There is no cure for Rett Syndrome and most treatments are symptomatic, for example anti-epileptic drugs for seizures and other medications for breathing/movement irregularities.

Angelman syndrome
Angelman syndrome is a genetic neurological disorder that occurs in approximately one in every 25,000 children. It is characterized by intellectual and developmental delay, sleep disturbance, seizures, jerky movements (especially hand-flapping), frequent laughter or smiling, and usually a happy demeanor. It is usually diagnosed between the ages of three and seven, when the clinical symptoms become apparent; but developmental delay may begin as early as six months.

There is no specific therapy for Angelman syndrome, but treatment for seizures is usually needed. Physical and occupational therapies, communication therapy, and behavioral therapies are important in allowing individuals with Angelman syndrome to reach their maximum developmental potential.

Lennox-Gastaut syndrome
Lennox-Gastaut syndrome is a 'difficult-to-treat' form of childhood-onset epilepsy that affects approximately one in 50,000 children, and usually appears between the second and sixth years of life.
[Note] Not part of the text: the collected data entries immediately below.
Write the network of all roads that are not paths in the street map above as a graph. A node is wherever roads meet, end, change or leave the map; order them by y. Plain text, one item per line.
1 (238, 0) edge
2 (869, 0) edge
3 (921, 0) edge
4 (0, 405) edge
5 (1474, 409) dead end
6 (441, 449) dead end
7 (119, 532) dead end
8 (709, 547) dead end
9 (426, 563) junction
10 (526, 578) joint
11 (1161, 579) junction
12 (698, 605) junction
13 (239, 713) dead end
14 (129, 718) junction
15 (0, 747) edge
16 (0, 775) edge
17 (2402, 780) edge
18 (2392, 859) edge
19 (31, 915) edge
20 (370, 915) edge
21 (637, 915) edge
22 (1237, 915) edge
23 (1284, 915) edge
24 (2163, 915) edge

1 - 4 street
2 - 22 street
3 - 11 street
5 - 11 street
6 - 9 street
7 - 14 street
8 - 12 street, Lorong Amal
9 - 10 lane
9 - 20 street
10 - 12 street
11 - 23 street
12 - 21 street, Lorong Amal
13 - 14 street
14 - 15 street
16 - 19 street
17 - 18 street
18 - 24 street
It is characterised by frequent seizures of different types and is often accompanied by mental retardation, psychological and behavioral problems. In up to a third of cases, no cause can be found.

Lennox-Gastaut is notoriously resistant to anti-epileptic medication and often multiple drugs. in high doses must be prescribed. If there is still no improvement, alternative treatments such as the ketogenic diet or epilepsy surgery may be considered.